Font, Poulacarran, Co. Clare
Co. Clare |
Religious Objects
Among the fragments left behind in Carran Church in County Clare is a holy water font that rewards close attention.
By the time it was recorded in detail in the 1990s, it was lying in rubble to the left of the altar, separated from any shaft or base, its origins as a narrow free-standing font legible only from what remained of its sub-pyramidal upper section. One corner had broken away, but enough survived to make clear that this was no ordinary piece of ecclesiastical stonework. The bowl's interior is rectangular, which sets it apart immediately; holy water font bowls of this period tend to be circular, occasionally square, and only very rarely faceted or otherwise irregular in shape.
What draws the eye most, though, is the carving on the exterior. A grotesque head, its neck extended and its facial features deliberately exaggerated, projects in high relief from the stone. Around the neck there is what appears to be a loose folded garment, adding a curiously specific detail to what might otherwise read simply as decorative menace. The rest of the surface is covered in small, precise pocking, a form of tooling produced by repeated careful strikes with a pointed instrument, which specialists associate with work carried out in the fifteenth and early sixteenth centuries.
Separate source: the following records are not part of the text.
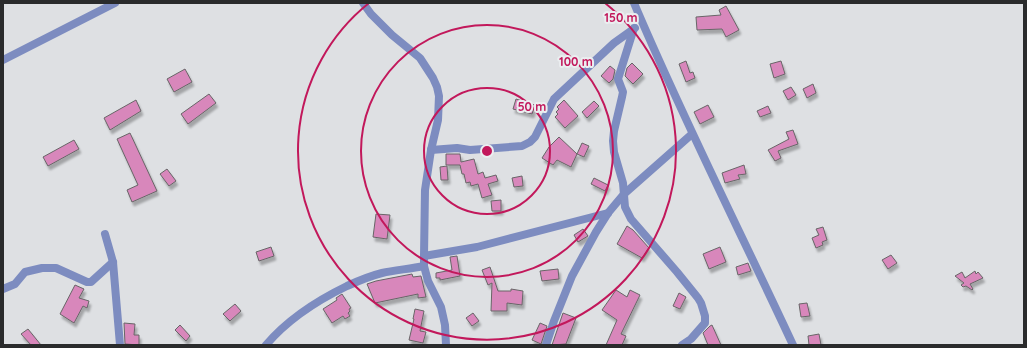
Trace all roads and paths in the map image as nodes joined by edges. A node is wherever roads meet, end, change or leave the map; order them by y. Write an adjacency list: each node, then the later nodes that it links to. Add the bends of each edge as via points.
1 (115, 3): 6 (street)
2 (363, 3): 8 (street, via 371,14 420,58 433,78 439,96 439,106)
3 (634, 3): 4 (street)
4 (642, 23): 5 (street); 7 (street)
5 (634, 28): 8 (street, via 614,43 554,99 543,123 530,142 517,147); 9 (street, via 618,79 623,92 613,141)
6 (3, 60)
7 (692, 134): 9 (street); 21 (street)
8 (430, 150): 12 (street, via 425,190)
9 (624, 194): 10 (street); 20 (street, via 625,207 631,219 698,298 705,316 705,323 694,337)
10 (608, 213): 12 (street, via 477,247); 19 (street, via 572,276)
11 (105, 234): 13 (street)
12 (424, 256): 14 (street)
13 (113, 262): 15 (street, via 91,282 56,268 42,268 25,272 15,284); 16 (street)
14 (424, 266): 17 (street, via 378,274 329,295 296,316); 18 (street, via 428,281 441,307)
15 (3, 289)
16 (120, 345)
17 (266, 345)
18 (446, 345)
19 (546, 345)
20 (682, 345)
21 (793, 345)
When John O'Donovan and Eugene Curry passed through during the Ordnance Survey of 1839, they noted the font briefly but memorably, calling it one of "curious formation." It was Jaqueline Higgins, writing in 1994, who gave it the fuller description it deserved, situating it within a broader discussion of medieval sculpture at Carran and its wider significance for understanding the region's craft traditions during the late medieval period.